TIE380-25とTIE380-45はどちらも1液(1K)加熱硬化タイプの製品です。予備混合済みで、A液/B液の混合は不要、カートリッジやシリンジからすぐに塗布できます。加熱されたプラテン上またはリフロー炉内で硬化します(通常130 °C / 30 min)。2液混合の室温硬化型構造接着には、弊社の2液性TIE280-ABポッティングエポキシシリーズが、オーブン不要でより長いポットライフを提供します。そのワークフローについては、エポキシポッティングコンパウンドの製品ファミリーをご覧ください。
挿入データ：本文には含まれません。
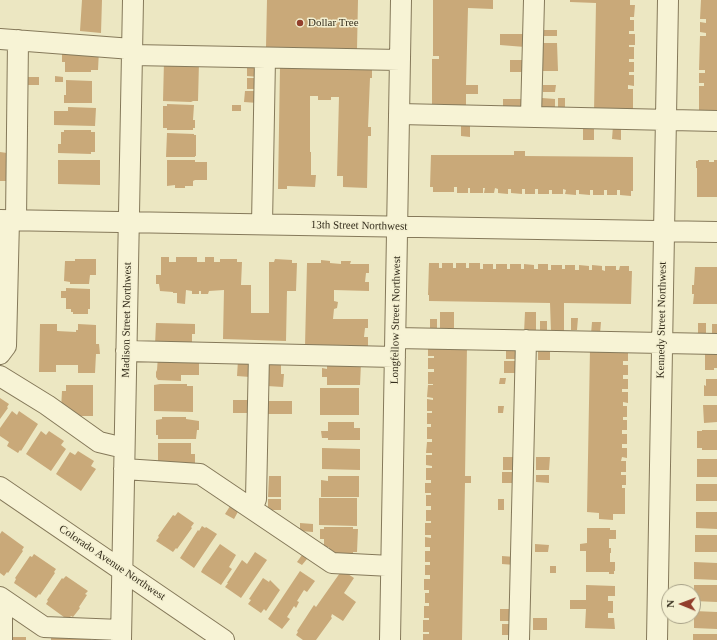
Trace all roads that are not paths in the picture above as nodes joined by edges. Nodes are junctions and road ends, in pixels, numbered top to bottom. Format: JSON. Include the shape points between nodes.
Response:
{"nodes":[{"id":1,"x":132,"y":0,"type":"edge"},
{"id":2,"x":401,"y":0,"type":"edge"},
{"id":3,"x":534,"y":0,"type":"edge"},
{"id":4,"x":668,"y":0,"type":"edge"},
{"id":5,"x":9,"y":39,"type":"edge"},
{"id":6,"x":132,"y":52,"type":"junction"},
{"id":7,"x":265,"y":58,"type":"junction"},
{"id":8,"x":400,"y":60,"type":"junction"},
{"id":9,"x":400,"y":114,"type":"junction"},
{"id":10,"x":531,"y":117,"type":"junction"},
{"id":11,"x":666,"y":120,"type":"junction"},
{"id":12,"x":717,"y":121,"type":"edge"},
{"id":13,"x":8,"y":220,"type":"edge"},
{"id":14,"x":129,"y":222,"type":"junction"},
{"id":15,"x":262,"y":224,"type":"junction"},
{"id":16,"x":398,"y":226,"type":"junction"},
{"id":17,"x":664,"y":231,"type":"junction"},
{"id":18,"x":717,"y":232,"type":"edge"},
{"id":19,"x":3,"y":330,"type":"edge"},
{"id":20,"x":526,"y":340,"type":"junction"},
{"id":21,"x":662,"y":342,"type":"junction"},
{"id":22,"x":717,"y":344,"type":"edge"},
{"id":23,"x":395,"y":347,"type":"junction"},
{"id":24,"x":126,"y":351,"type":"junction"},
{"id":25,"x":0,"y":354,"type":"edge"},
{"id":26,"x":259,"y":354,"type":"junction"},
{"id":27,"x":0,"y":376,"type":"edge"},
{"id":28,"x":124,"y":448,"type":"junction"},
{"id":29,"x":124,"y":469,"type":"junction"},
{"id":30,"x":0,"y":487,"type":"edge"},
{"id":31,"x":252,"y":509,"type":"junction"},
{"id":32,"x":391,"y":566,"type":"junction"},
{"id":33,"x":122,"y":570,"type":"junction"},
{"id":34,"x":4,"y":600,"type":"edge"},
{"id":35,"x":121,"y":635,"type":"edge"},
{"id":36,"x":2,"y":640,"type":"edge"},
{"id":37,"x":224,"y":640,"type":"edge"},
{"id":38,"x":390,"y":640,"type":"edge"},
{"id":39,"x":519,"y":640,"type":"edge"},
{"id":40,"x":657,"y":640,"type":"edge"}],
"edges":[{"from":1,"to":6,"type":"street","name":"Madison Street Northwest"},
{"from":2,"to":8,"type":"street","name":"Longfellow Street Northwest"},
{"from":3,"to":10,"type":"street"},
{"from":4,"to":11,"type":"street","name":"Kennedy Street Northwest"},
{"from":5,"to":6,"type":"street"},
{"from":5,"to":13,"type":"street"},
{"from":6,"to":7,"type":"street"},
{"from":6,"to":14,"type":"street","name":"Madison Street Northwest"},
{"from":7,"to":8,"type":"street"},
{"from":7,"to":15,"type":"street"},
{"from":8,"to":9,"type":"street","name":"Longfellow Street Northwest"},
{"from":9,"to":10,"type":"street"},
{"from":9,"to":16,"type":"street","name":"Longfellow Street Northwest"},
{"from":10,"to":11,"type":"street"},
{"from":11,"to":12,"type":"street"},
{"from":11,"to":17,"type":"street","name":"Kennedy Street Northwest"},
{"from":13,"to":14,"type":"street","name":"13th Street Northwest"},
{"from":13,"to":19,"type":"street"},
{"from":14,"to":15,"type":"street","name":"13th Street Northwest"},
{"from":14,"to":24,"type":"street","name":"Madison Street Northwest"},
{"from":15,"to":16,"type":"street","name":"13th Street Northwest"},
{"from":16,"to":17,"type":"street","name":"13th Street Northwest"},
{"from":16,"to":23,"type":"street","name":"Longfellow Street Northwest"},
{"from":17,"to":18,"type":"street","name":"13th Street Northwest"},
{"from":17,"to":21,"type":"street","name":"Kennedy Street Northwest"},
{"from":19,"to":25,"type":"street","via":[[6,346]]},
{"from":20,"to":21,"type":"street"},
{"from":20,"to":23,"type":"street"},
{"from":20,"to":39,"type":"street"},
{"from":21,"to":22,"type":"street"},
{"from":21,"to":40,"type":"street","name":"Kennedy Street Northwest"},
{"from":23,"to":26,"type":"street"},
{"from":23,"to":32,"type":"street","name":"Longfellow Street Northwest"},
{"from":24,"to":26,"type":"street"},
{"from":24,"to":28,"type":"street","name":"Madison Street Northwest"},
{"from":26,"to":31,"type":"street","via":[[256,499]]},
{"from":27,"to":28,"type":"street","via":[[100,442]]},
{"from":28,"to":29,"type":"street","name":"Madison Street Northwest"},
{"from":29,"to":31,"type":"street","via":[[200,474]]},
{"from":29,"to":33,"type":"street","name":"Madison Street Northwest"},
{"from":30,"to":33,"type":"street","name":"Colorado Avenue Northwest"},
{"from":31,"to":32,"type":"street","via":[[332,562]]},
{"from":32,"to":38,"type":"street","name":"Longfellow Street Northwest"},
{"from":33,"to":35,"type":"street","name":"Madison Street Northwest"},
{"from":33,"to":37,"type":"street","name":"Colorado Avenue Northwest"},
{"from":34,"to":35,"type":"street","via":[[44,627]]},
{"from":34,"to":36,"type":"street"}]}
接着部は導電性ですか?メタルキャンのSMDをショートさせる可能性はありますか?
TIE380シリーズは電気絶縁性です(体積抵抗率:標準 ≥ 10¹³ Ω·cm)。セラミックフィラーが連続的な金属経路を形成することなく熱伝導を実現するため、LEDキャンと銅製ヒートシンクの間の薄い接着層でショートすることはありません。接着層が100 V以上で動作する場合は、特定のグレードのデータシートで絶縁破壊強度を確認してください。グレードによっては、高電圧条件下で非常に薄い接着層では性能が低下することがあります。
接着層の厚さはどのくらいにすべきですか?
熱性能を最大化するには、完全なカバレッジを確保しつつ、部品と基板の平坦度を許容できる最も薄い接着層(通常50~200 µm)を目指してください。接着層が薄いほど、熱抵抗は厚さに比例して減少するため、2.5 W/m·Kで50 µmの方が、4.5 W/m·Kで200 µmよりも低い界面抵抗を実現します。硬化中は、制御されたクランプ圧やシムを使用して接着層を固定してください。一度硬化すると、接合は恒久的になり、基板を破損させることなしにリワークすることはできません。
硬化後のTIE380の接合部をリワークまたは除去できますか?
硬化したTIE380エポキシは恒久的な構造接着を形成するため、設計上、剥がしたり溶かしたりすることはできません。除去するには、機械的な破壊(ノミ、超音波)または溶剤による侵食(塩素系または強極性溶剤)が必要ですが、これらは通常、基板を損傷させます。仕様でリワーク性が必要な場合は、TIA800熱伝導性粘着テープ(剥がして交換)またはTIS580 RTVシリコーン接着剤(切断して再接着が可能)への切り替えをご検討ください。
動作温度範囲は何度ですか?
TIE380-25およびTIE380-45の連続使用温度は、−40 °C~+150 °Cです。150 °Cを超えると、エポキシの主骨格が徐々に酸化します(Tgが約110~120 °Cであるため、化学的劣化が始まる前に弾性率が軟化します)。シリコーンクラスの連続使用温度範囲(−50~+200 °C以上)が必要な場合は、TIS580 RTVシリコーン接着剤またはシリコーンポッティングコンパウンドのいずれかをご使用ください。